In this post you'll learn why realism in art is important, how it's different from photographs, and why abstract art requires an education in realistic art.
A painting is a reaction of one human being to visual stimulation. A photograph is something very different. Photographs are two dimensional and vary depending on the quality of the camera. If a digital photograph is printed it's degraded even further.
Photographs are limited to the subject matter in the photo. When you create a painting you have the ability to augment, adjust, and repair - this is what they call artist license. The painter's job is to create a better painting than reality.
There is a reason that realism and art education goes hand in hand. To the best of my knowledge, I don't believe it's possible to learn art without learning realism. This doesn't mean that you need to use realism later on.
So as an example, if you want to create something completely abstract you're going to have an idea in your head of what you want. Let's say you're making a painting. That idea is going to be made up of the components. All paintings are comprised of three moving parts: you have value, color, and edge.
Even if you're making an abstract piece of art, those three components exist. You have to know how to manipulate them in order to get out of your head what you want on canvas.
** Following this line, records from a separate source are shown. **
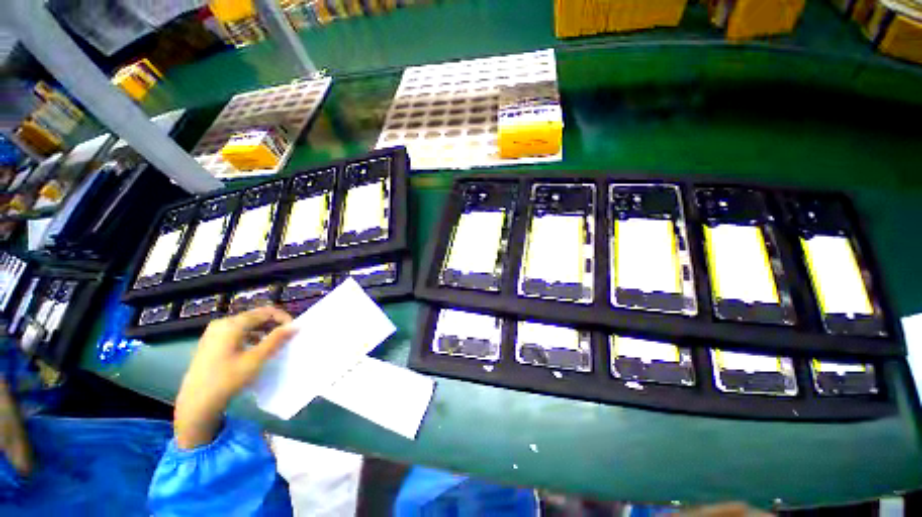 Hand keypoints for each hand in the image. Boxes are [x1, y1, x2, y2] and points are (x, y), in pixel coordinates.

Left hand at [174, 306, 294, 448]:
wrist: (196, 402)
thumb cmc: (227, 379)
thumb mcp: (256, 359)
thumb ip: (276, 340)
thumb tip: (295, 326)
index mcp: (233, 324)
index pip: (265, 311)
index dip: (283, 318)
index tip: (293, 330)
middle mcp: (222, 323)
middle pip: (255, 316)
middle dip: (273, 324)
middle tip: (286, 337)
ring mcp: (214, 332)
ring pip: (246, 324)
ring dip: (263, 330)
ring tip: (274, 344)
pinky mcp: (211, 342)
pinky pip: (237, 332)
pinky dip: (251, 336)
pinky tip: (255, 349) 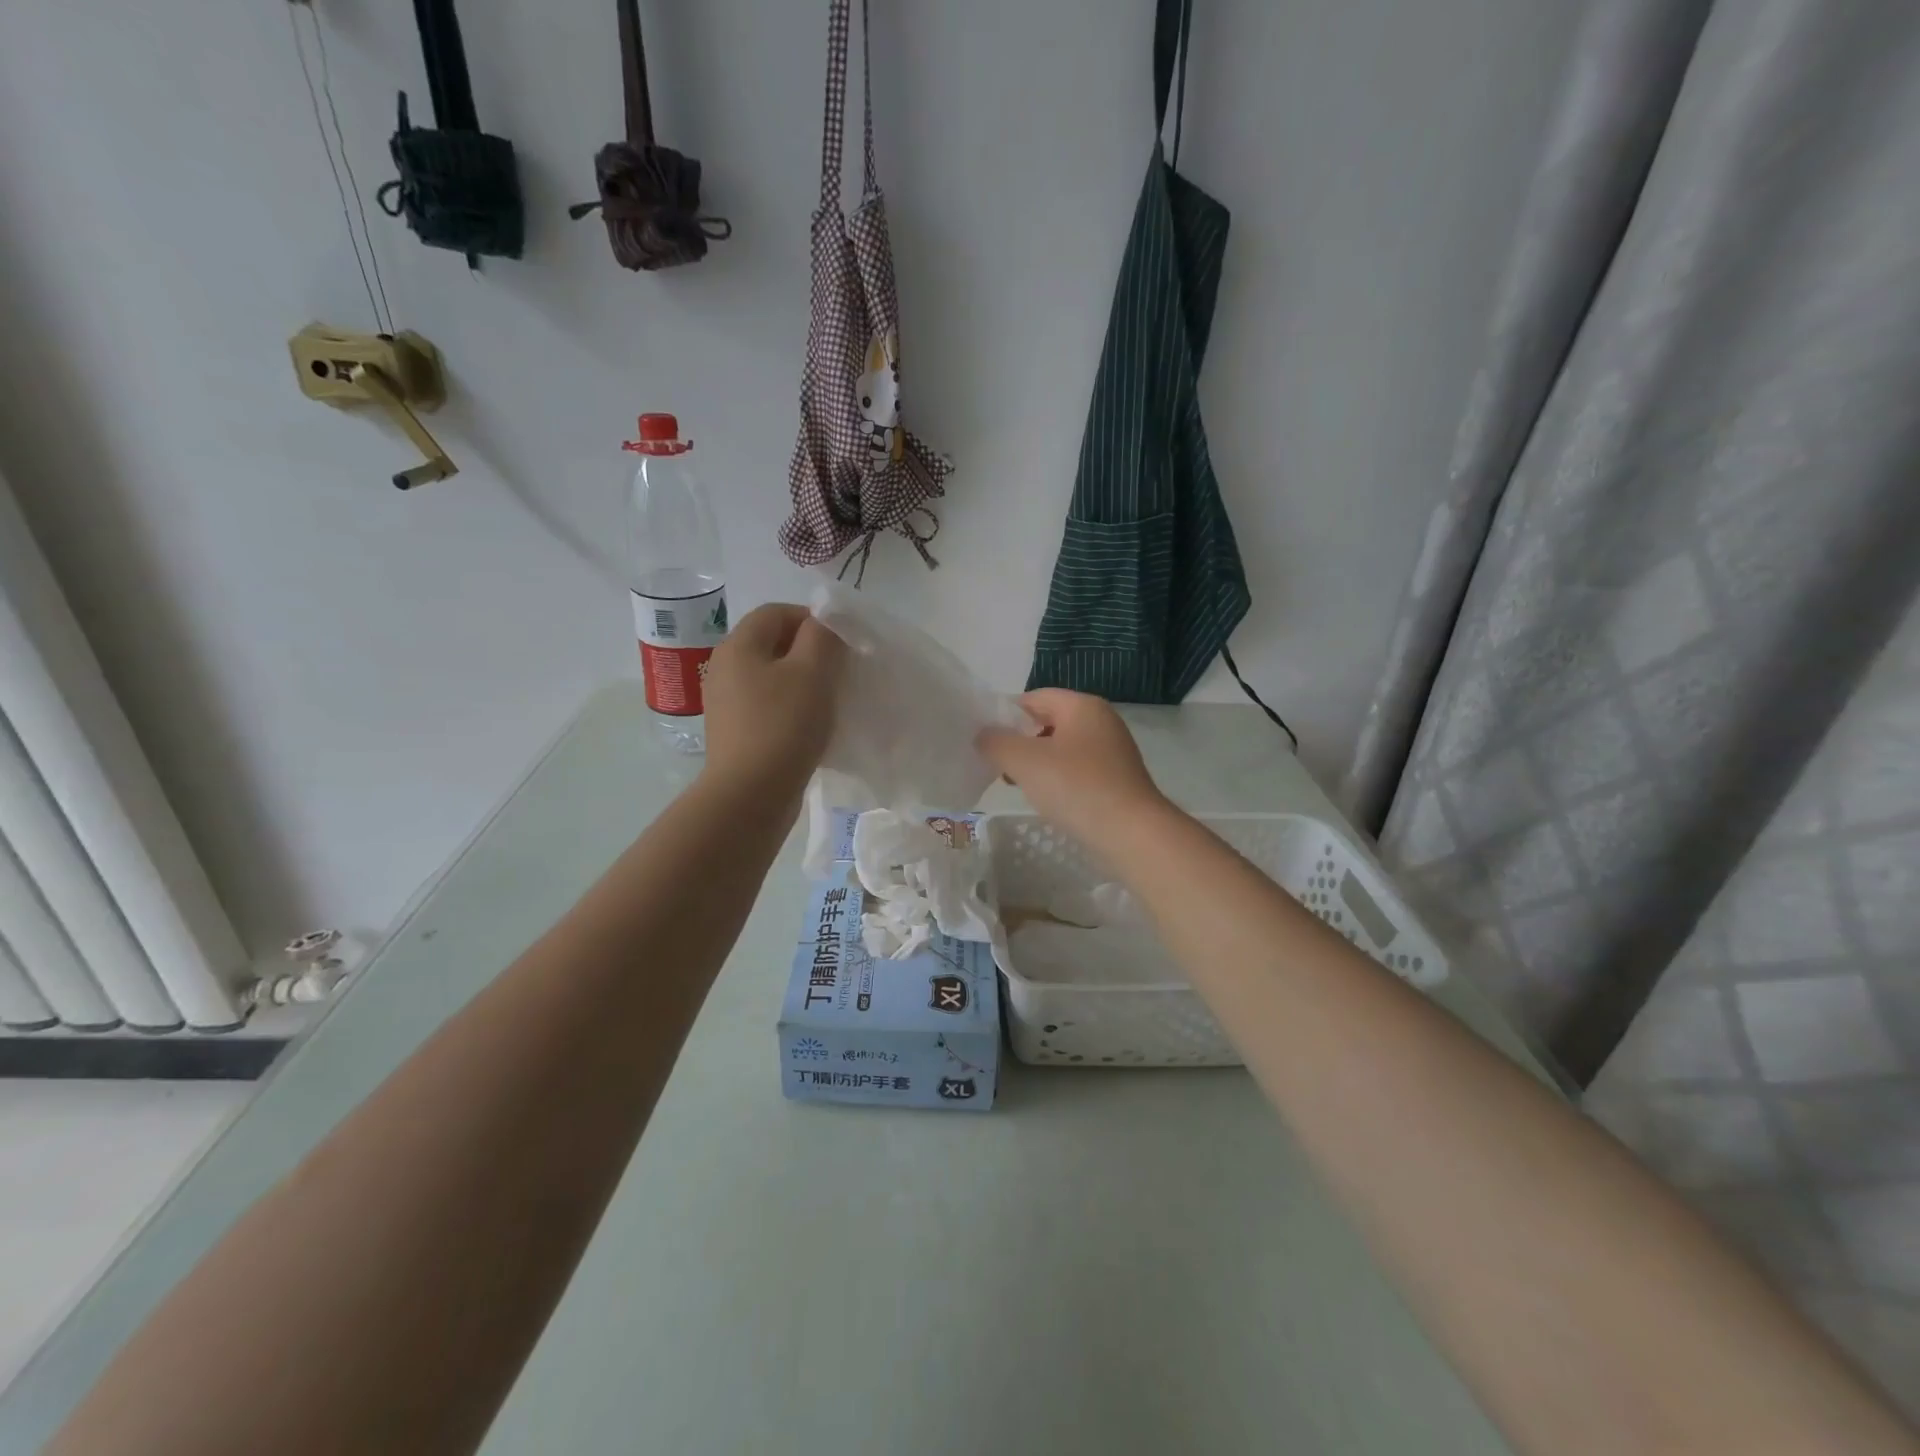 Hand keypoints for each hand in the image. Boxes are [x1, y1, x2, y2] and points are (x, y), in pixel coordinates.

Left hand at [701, 604, 844, 799]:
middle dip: (810, 652)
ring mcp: (726, 703)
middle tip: (840, 672)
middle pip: (772, 643)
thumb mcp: (813, 672)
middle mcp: (725, 668)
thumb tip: (825, 622)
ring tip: (830, 701)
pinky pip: (768, 706)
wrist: (749, 796)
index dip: (812, 619)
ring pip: (772, 677)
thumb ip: (823, 637)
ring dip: (803, 682)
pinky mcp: (735, 733)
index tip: (842, 644)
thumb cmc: (783, 726)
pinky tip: (811, 728)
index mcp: (738, 646)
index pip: (776, 612)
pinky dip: (791, 708)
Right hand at [977, 689, 1168, 846]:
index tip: (985, 740)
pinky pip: (1077, 770)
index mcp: (1082, 706)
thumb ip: (996, 742)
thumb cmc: (1076, 787)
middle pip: (1048, 721)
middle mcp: (1101, 721)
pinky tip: (1047, 799)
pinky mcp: (1117, 779)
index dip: (1005, 715)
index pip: (1035, 697)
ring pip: (1062, 748)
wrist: (1132, 834)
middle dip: (1020, 741)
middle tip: (997, 765)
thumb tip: (983, 735)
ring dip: (1037, 763)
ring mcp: (1113, 751)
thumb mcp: (1025, 761)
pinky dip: (1057, 779)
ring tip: (1017, 784) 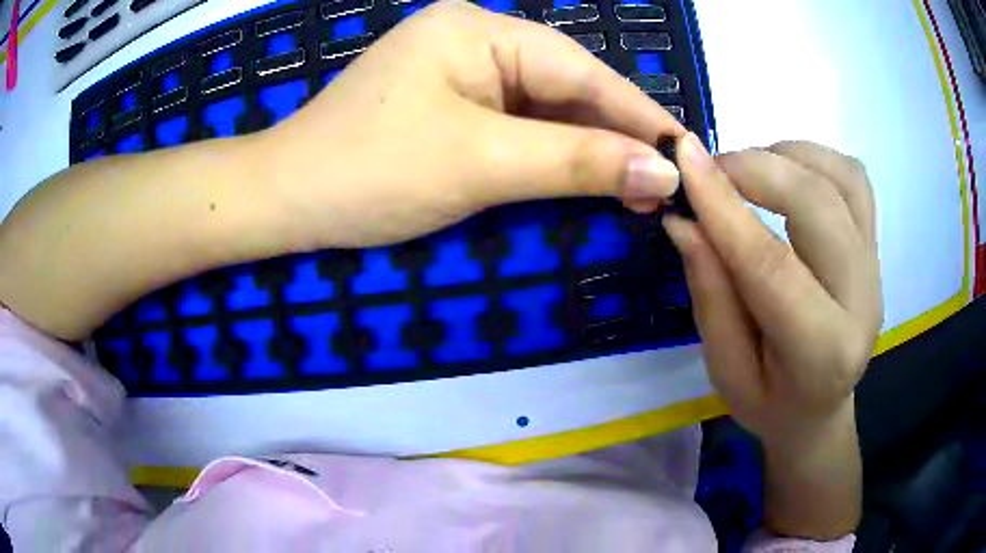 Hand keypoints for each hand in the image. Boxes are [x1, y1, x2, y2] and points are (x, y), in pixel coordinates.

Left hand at [257, 0, 685, 247]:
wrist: (286, 200)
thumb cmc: (369, 172)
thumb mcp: (481, 163)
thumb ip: (577, 162)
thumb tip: (661, 170)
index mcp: (478, 30)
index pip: (579, 69)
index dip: (636, 112)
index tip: (684, 150)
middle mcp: (472, 41)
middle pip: (564, 86)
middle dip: (614, 135)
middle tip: (664, 182)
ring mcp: (458, 73)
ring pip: (543, 109)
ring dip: (587, 150)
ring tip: (638, 188)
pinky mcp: (448, 106)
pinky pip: (515, 126)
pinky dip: (550, 155)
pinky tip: (583, 178)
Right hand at [663, 136, 881, 446]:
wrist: (819, 410)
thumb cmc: (769, 402)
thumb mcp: (726, 370)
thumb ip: (711, 294)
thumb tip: (684, 220)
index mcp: (822, 352)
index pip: (771, 265)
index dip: (723, 207)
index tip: (681, 160)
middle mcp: (863, 301)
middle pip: (818, 205)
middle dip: (755, 169)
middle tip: (708, 168)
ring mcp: (876, 267)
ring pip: (842, 178)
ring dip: (786, 157)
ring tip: (746, 171)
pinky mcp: (875, 246)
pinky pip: (853, 178)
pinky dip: (814, 159)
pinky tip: (785, 173) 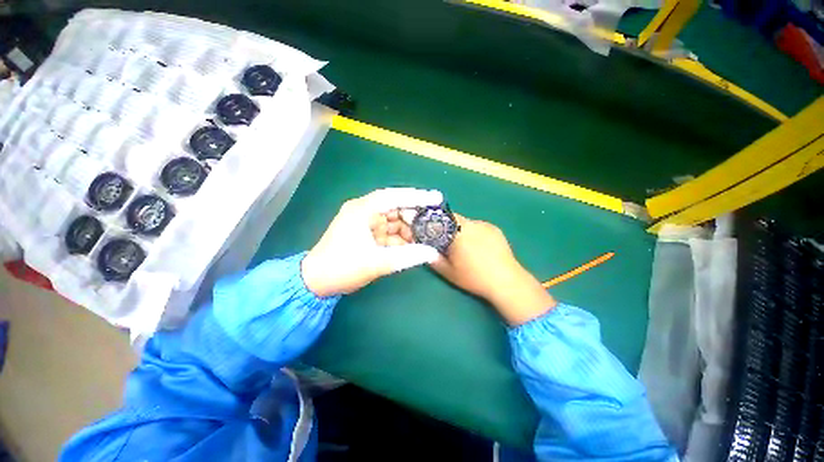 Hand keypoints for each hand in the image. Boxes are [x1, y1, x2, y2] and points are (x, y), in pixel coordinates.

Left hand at [301, 188, 442, 296]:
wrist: (316, 282)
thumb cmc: (342, 268)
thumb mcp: (377, 262)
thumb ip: (407, 256)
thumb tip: (432, 253)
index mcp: (362, 210)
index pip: (394, 196)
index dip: (417, 196)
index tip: (437, 198)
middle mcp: (364, 211)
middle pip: (396, 207)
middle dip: (415, 216)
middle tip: (435, 222)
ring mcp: (365, 222)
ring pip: (394, 221)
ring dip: (409, 229)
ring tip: (428, 236)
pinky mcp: (367, 234)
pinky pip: (389, 232)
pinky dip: (401, 238)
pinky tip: (414, 245)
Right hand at [430, 215, 555, 325]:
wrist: (506, 281)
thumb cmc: (474, 277)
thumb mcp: (449, 272)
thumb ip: (434, 259)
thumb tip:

Art is all about intent. Anybody can throw paint at a canvas but the result is random. The artist that throws paint at a canvas just takes what they get and there is no quality control concerning the artist's intent. It's just luck. There's no skill of any kind, and it's not reproducible in any way, shape, or form.
If you're going to create art, doesn't it make sense that you would want to be able to create the art that you intend? Not to have it be some random result of gravity? You want your work to be based on your intent. And so in order to make art (whether it's hyper-realism or even at the far end of the spectrum, full-blown abstraction) you have to have an intent. This means that you know what you want to produce and then you have to have the skills and the understanding of the components in order to bring that thing to realization in the real world.
You can have all the intent in the world but you need the critical skills to follow through on your intent. If your intent is to create abstract art, you still have to master the other critical skills because there's no way for somebody to know if you actually learning unless they can see the thing you're working on, and your intent is to match that thing.
There are abstract artists who are educated. They understand the components of making art. And the way that you know is that their work is consistent from painting the painting. It's abstract but it's beautiful. Their control of color and temperature, they can make a painting vibrate, how they play one edge against another. These artists understand exactly what they're doing but they didn't learn that through abstract painting. They learned that through realistic painting, and then they applied that understanding to abstract.
When you're looking for an education, it's important to be able to measure your skills based on what you're doing because the subject matter is easily recognized. It's also important that your teacher can measure your skill set based on being able to see the subject you're working on. That's another reason that we work from direct observation at Evolve; we work from photographs but also from things in the real world. Realism offers our students a starting point from which they can launch themselves into an infinite number of artistic styles.